A Japanese TV station (based in New York) recently contacted me about my father's role as Secretary of Health for the state of Pennsylvania, in the Three Mile Island Nuclear Accident in 1979,
Hi Scott,
My name is R.W., I am a producer working with TV news media from Japan -- TV Asahi (based in New York). We are developing a news feature for broadcast in Japan that will look back health affects and questions surrounding the Three Mile Island accident in 1979. As part of this we would love to especially include the work of Dr. Gordon Macleod during this time. This is related to the similarities of public health concerns currently in Japan related to radiation from nuclear accident, and questions about public health effects. Dr. Macleod seemed to be on the forefront of all of this back in the early 1980s, and was forced out of his position for speaking truth to power. This is is something we would love to illustrate in our news piece.

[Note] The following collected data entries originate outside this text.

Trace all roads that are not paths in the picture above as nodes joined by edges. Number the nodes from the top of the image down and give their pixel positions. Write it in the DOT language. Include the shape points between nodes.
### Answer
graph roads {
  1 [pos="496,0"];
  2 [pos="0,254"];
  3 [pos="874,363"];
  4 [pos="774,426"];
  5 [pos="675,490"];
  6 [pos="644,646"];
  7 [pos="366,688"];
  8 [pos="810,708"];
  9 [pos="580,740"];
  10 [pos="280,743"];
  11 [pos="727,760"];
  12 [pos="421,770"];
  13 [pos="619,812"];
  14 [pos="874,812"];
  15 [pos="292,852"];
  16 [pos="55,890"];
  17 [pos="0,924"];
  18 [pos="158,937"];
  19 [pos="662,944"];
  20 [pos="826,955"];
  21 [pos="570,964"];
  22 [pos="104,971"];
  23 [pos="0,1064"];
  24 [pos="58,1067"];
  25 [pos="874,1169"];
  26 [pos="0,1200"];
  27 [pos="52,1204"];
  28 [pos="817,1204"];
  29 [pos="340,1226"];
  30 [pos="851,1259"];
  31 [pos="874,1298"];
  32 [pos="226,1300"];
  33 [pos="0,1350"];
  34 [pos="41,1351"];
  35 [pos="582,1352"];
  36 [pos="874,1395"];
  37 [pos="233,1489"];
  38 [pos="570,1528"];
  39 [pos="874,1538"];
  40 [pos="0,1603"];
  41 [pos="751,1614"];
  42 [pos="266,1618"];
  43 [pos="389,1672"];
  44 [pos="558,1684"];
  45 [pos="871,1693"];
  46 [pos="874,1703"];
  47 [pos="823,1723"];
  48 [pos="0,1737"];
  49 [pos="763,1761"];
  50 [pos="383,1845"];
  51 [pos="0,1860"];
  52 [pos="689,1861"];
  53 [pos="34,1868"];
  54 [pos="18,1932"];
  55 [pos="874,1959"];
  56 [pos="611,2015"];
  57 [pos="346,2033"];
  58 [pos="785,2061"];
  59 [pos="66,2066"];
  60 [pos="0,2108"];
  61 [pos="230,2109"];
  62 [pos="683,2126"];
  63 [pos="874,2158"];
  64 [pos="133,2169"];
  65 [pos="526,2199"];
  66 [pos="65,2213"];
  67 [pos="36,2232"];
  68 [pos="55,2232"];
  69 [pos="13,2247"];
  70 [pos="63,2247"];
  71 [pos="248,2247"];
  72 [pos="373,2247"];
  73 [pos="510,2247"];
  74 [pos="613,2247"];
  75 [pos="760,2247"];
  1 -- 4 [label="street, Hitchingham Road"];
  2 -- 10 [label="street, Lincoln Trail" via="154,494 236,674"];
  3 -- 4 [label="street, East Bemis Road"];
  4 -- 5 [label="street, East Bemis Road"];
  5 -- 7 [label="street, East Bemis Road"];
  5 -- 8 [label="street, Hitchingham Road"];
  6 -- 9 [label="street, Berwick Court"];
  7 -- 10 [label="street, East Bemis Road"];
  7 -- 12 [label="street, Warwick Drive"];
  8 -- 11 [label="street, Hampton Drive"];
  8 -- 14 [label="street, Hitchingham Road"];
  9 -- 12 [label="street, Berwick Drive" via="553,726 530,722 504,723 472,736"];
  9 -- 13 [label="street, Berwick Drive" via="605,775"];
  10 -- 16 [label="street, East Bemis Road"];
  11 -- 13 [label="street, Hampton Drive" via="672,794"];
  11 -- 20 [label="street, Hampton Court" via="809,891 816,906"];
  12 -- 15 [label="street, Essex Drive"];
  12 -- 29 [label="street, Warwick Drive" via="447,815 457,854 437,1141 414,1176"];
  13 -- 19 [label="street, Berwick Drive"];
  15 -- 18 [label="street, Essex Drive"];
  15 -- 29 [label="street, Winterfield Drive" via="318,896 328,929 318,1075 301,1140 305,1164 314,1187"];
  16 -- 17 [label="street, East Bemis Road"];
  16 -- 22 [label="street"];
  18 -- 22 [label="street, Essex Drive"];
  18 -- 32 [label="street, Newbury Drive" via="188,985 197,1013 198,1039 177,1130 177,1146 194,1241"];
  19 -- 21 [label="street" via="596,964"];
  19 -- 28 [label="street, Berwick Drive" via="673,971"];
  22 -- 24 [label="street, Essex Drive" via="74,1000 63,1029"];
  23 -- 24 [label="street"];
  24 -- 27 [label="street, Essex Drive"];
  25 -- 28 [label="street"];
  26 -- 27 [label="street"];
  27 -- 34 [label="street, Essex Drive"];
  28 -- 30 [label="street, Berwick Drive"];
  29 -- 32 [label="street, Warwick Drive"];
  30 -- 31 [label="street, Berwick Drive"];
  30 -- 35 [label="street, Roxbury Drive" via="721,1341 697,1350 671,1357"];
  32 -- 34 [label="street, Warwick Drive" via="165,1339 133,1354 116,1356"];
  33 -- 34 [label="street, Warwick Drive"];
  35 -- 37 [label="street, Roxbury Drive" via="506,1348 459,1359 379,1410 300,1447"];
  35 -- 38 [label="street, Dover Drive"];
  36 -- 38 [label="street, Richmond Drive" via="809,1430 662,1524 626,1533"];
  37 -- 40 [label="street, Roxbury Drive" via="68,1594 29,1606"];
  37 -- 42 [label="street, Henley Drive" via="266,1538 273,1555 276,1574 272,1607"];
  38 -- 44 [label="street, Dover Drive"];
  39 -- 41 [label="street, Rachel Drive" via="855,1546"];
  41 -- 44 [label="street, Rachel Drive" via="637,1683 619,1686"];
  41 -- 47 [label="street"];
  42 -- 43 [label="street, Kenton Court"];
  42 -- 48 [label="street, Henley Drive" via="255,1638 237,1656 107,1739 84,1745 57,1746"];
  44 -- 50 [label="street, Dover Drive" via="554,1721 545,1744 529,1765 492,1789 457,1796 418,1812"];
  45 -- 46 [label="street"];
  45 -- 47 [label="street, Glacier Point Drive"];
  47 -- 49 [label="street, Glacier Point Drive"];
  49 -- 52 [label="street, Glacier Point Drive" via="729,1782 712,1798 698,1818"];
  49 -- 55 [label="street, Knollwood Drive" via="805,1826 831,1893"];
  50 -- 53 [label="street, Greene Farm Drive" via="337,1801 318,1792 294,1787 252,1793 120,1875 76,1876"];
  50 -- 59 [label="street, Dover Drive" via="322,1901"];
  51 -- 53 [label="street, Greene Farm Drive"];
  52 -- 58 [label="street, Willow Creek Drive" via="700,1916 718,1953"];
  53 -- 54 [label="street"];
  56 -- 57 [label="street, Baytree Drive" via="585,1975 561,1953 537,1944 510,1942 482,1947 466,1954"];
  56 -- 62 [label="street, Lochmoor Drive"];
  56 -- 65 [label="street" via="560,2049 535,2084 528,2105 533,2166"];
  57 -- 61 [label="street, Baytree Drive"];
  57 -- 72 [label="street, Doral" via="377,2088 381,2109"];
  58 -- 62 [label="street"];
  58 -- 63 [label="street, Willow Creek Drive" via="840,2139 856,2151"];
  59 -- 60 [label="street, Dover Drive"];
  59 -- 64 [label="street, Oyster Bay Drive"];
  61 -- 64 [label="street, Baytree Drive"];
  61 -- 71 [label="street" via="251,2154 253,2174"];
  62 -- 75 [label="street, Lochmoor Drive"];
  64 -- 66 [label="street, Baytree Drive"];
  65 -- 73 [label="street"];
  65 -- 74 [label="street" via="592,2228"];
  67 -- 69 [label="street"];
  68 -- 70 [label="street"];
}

I am contacting you because my research team forwarded me your contact info as Dr. Macleod was your grandfather as I understand? We contacted the university as well, but we are simply looking to find any colleague of his or someone that is knowledgeable about his work during the accident and the few years following when advocated for better understanding of radiation accident preparedness and understanding. Even a family member who may have a good understanding and remembers his work could be great. Do you know of anyone or a colleague or former assistant of his retired or otherwise that we can reach out to for this perhaps? I greatly appreciate your time and consideration.
Sincerely, R.W.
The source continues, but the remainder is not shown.